The Supreme Court didn’t stop with important rulings last week. Before they excused themselves for summer vacation, they ruled on several more cases.
In Michigan v. Environmental Protection Agency, Justice Scalia wrote the Court’s 5-4 opinion. Scotusblog reports: “When Congress orders an agency to begin regulating an industry, but says it should do so only if “appropriate and necessary,” the agency must take costs into account before it issues any orders,
This decision temporarily blocked a ruling by the EPA that it would go ahead and regulate power plants while delaying, until it actually issued specific controls to specific plants, any review of how much it would cost to abide by regulation. Scalia said the agency did not have to follow any particular method of gauging the costs, but it had to fashion some way to calculate that prior to doing any regulating.”
This is the kind of mischief Congress courts when it delegates lawmaking authority, something it does not have the power to do in the Constitution. Congress should hash out these rules themselves, then make a law, rather than rely on Executive branch bureaucrats to fill in the blanks of pre-approved legislation.
Arizona State Legislature v. Arizona Independent Redistricting Commission is another 5-4 opinion, this time written by Justice Ginsburg. Arizona passed a state constitutional amendment to give redistricting power to an independent commission. The proponents of the measure argued that the commission would be more free from political pressure and lead to more sensible districts with less gerrymandering.

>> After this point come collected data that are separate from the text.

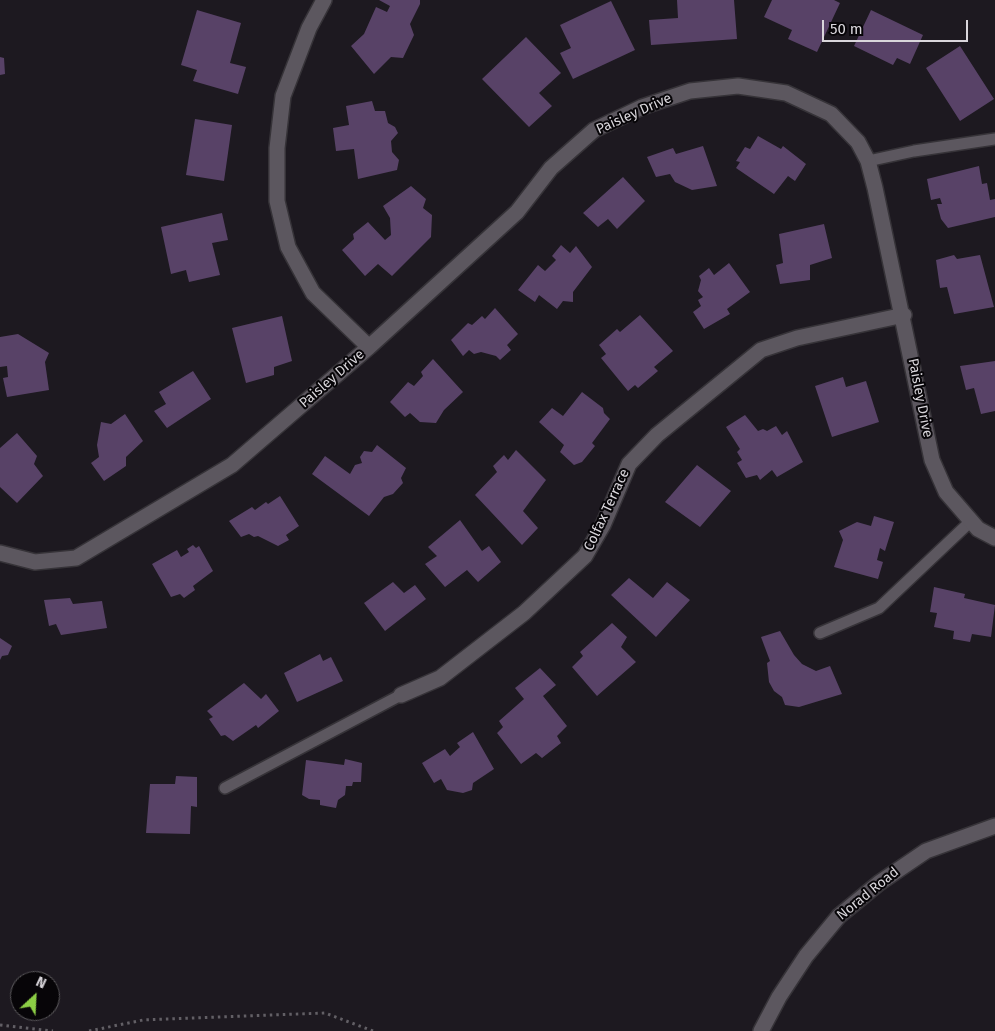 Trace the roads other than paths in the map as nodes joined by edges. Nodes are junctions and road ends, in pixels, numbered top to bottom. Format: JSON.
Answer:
{"nodes":[{"id":1,"x":324,"y":0,"type":"edge"},
{"id":2,"x":995,"y":138,"type":"edge"},
{"id":3,"x":868,"y":161,"type":"junction"},
{"id":4,"x":904,"y":315,"type":"junction"},
{"id":5,"x":369,"y":347,"type":"junction"},
{"id":6,"x":971,"y":521,"type":"junction"},
{"id":7,"x":995,"y":538,"type":"edge"},
{"id":8,"x":0,"y":553,"type":"edge"},
{"id":9,"x":820,"y":633,"type":"dead end"},
{"id":10,"x":401,"y":695,"type":"joint"},
{"id":11,"x":225,"y":788,"type":"dead end"},
{"id":12,"x":995,"y":826,"type":"edge"},
{"id":13,"x":761,"y":1031,"type":"edge"}],
"edges":[{"from":1,"to":5,"type":"street"},
{"from":2,"to":3,"type":"lane"},
{"from":3,"to":4,"type":"street","name":"Paisley Drive"},
{"from":3,"to":5,"type":"street","name":"Paisley Drive"},
{"from":4,"to":6,"type":"street","name":"Paisley Drive"},
{"from":4,"to":10,"type":"street","name":"Colfax Terrace"},
{"from":5,"to":8,"type":"street","name":"Paisley Drive"},
{"from":6,"to":7,"type":"street","name":"Paisley Drive"},
{"from":6,"to":9,"type":"lane"},
{"from":10,"to":11,"type":"lane"},
{"from":12,"to":13,"type":"street","name":"Norad Road"}]} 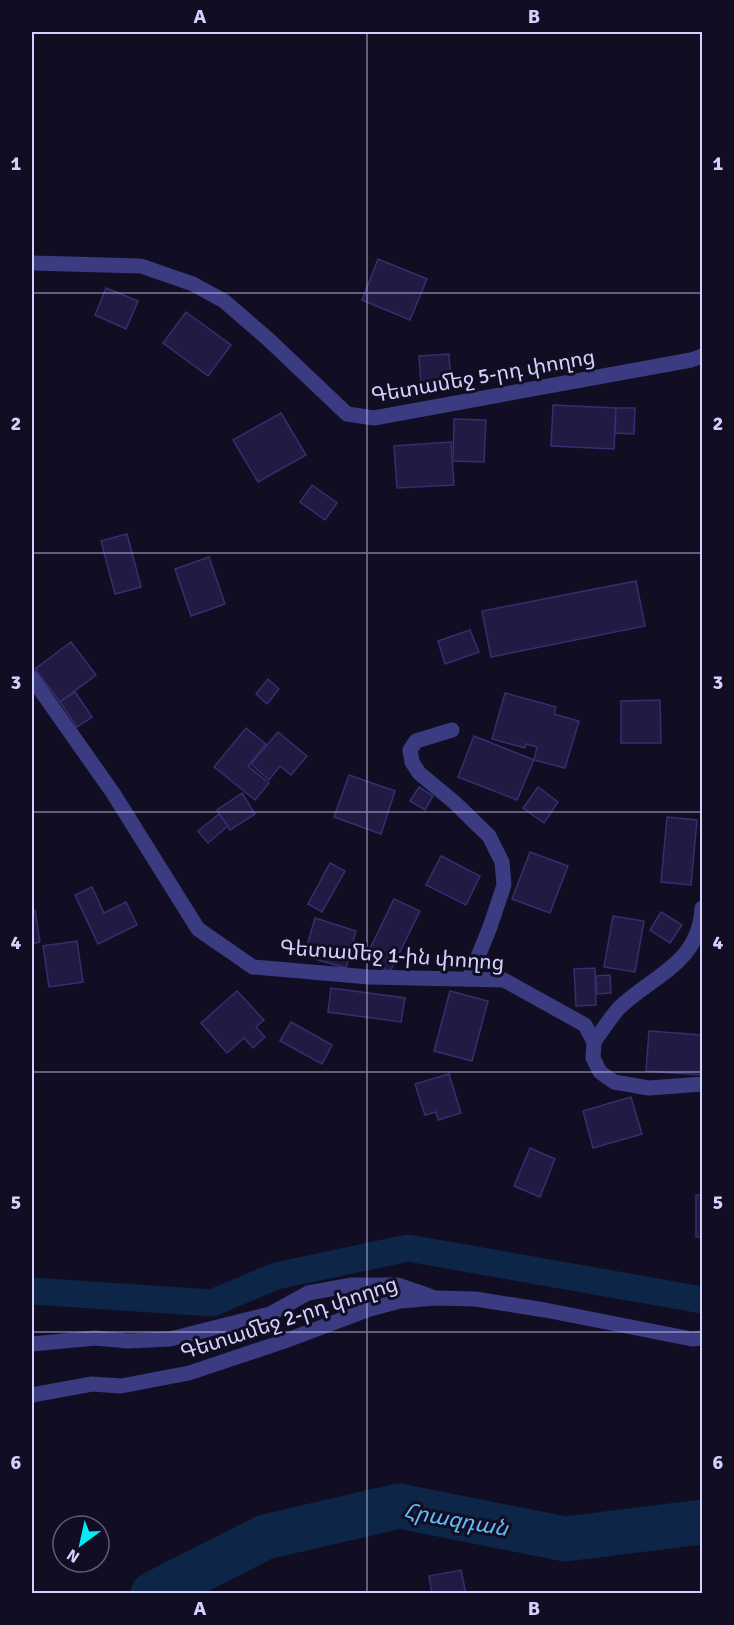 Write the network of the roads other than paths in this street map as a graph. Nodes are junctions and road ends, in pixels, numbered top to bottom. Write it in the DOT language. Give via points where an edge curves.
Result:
graph roads {
  1 [pos="32,263"];
  2 [pos="702,356"];
  3 [pos="32,678"];
  4 [pos="452,730"];
  5 [pos="702,908"];
  6 [pos="469,979"];
  7 [pos="594,1042"];
  8 [pos="702,1084"];
  9 [pos="436,1298"];
  10 [pos="702,1338"];
  11 [pos="32,1344"];
  12 [pos="32,1395"];
  1 -- 2 [label="street, Գետամեջ 5-րդ փողոց" via="141,266 193,284 224,302 268,339 347,414 374,418"];
  3 -- 6 [label="street, Գետամեջ 1-ին փողոց" via="113,793 198,929 253,967 369,977"];
  4 -- 6 [label="street" via="416,741 410,750 419,773 489,836 502,862 504,885"];
  5 -- 7 [label="street" via="695,939 680,961 619,1009"];
  6 -- 7 [label="street, Գետամեջ 1-ին փողոց" via="504,980 585,1025"];
  7 -- 8 [label="street, Գետամեջ 1-ին փողոց" via="593,1058 600,1072 614,1082 649,1088"];
  9 -- 10 [label="street, Գետամեջ 2-րդ փողոց" via="476,1299"];
  9 -- 11 [label="street" via="398,1285 352,1285 308,1293 270,1314 170,1339 95,1338"];
  9 -- 12 [label="street, Գետամեջ 2-րդ փողոց" via="370,1309 189,1373 121,1386 92,1384"];
}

The legislature was not happy about its constituents removing some of its power, and so they sued. The AZ legislature argued that the amendment violated the Elections Clause of the United States Constitution (Article 1 Sec. 4) which reads in relevant part, “The Times, Places and Manner of holding Elections for Senators and Representatives, shall be prescribed in each State by the Legislature thereof” The legislature argued that their power to redistrict came straight from the U.S. Constitution, and that the people of Arizona could not change it.
The U.S. Supreme Court ruled that the amendment shall stand, and that the word “legislature” as mentioned in the constitution really meant a body or group with the power to make laws. Justice Ginsburg did give a reason as to why our Constitution’s authors didn’t simply write that however. Justice Roberts, always a wildcard, takes a much different stand than in earlier cases this term and goes for a more narrow, textual based analysis. He says in part, writing for the dissenters:
Just over a century ago, Arizona became the second State in the Union to ratify the Seventeenth Amendment. That Amendment transferred power to choose United States Senators from “the Legislature” of each State, Art. I, §3, to “the people thereof.” The Amendment resulted from an arduous, decades-long campaign in which reformers across the country worked hard to garner approval from Congress and three-quarters of the States.
What chumps! Didn’t they realize that all they had to do was interpret the constitutional term “the Legislature” to mean “the people”? The Court today performs just such a magic trick with the Elections Clause. Art. I, §4. That Clause vests congressional redistricting authority in “the Legislature” of each State.
Chumps is not a word typically used in Supreme Court opinions.
Glossip v. Gross decided a group of death row inmates’ suit against Oklahoma. They claimed part 1 of the lethal injection cocktail, a drug called midazolam that is administered to render unconsciousness, was so unreliable, that its administration amounted to cruel and unusual punishment.
In, yes, another 5-4 decision, the Court in an especially animated and divided posture, ruled midazolam is constitutional. This time Kennedy went with the conservatives. Both Sotomayor, and Breyer read their dissents from the bench, and:
Breyer’s dissent drew what can only be described as scorn from Justices Scalia and Thomas, both of whom wrote their own concurring opinions (each joined by the other) just to respond to Breyer. Scalia – who eliminated any lingering doubt about the rancor among the Justices on this question by reading from the bench as well – focuses on what he viewed as the legal shortcomings of Breyer’s “gobbledy-gook” argument: not only has the Supreme Court never suggested that the death penalty is “categorically impermissible,” he emphasizes, but the Constitution “explicitly contemplates” the use of the death penalty as a punishment. And Thomas’s opinion seeks to make clear that there is a category of crimes for which the death penalty is not only appropriate but perhaps necessary by reciting the details of one gruesome murder after another.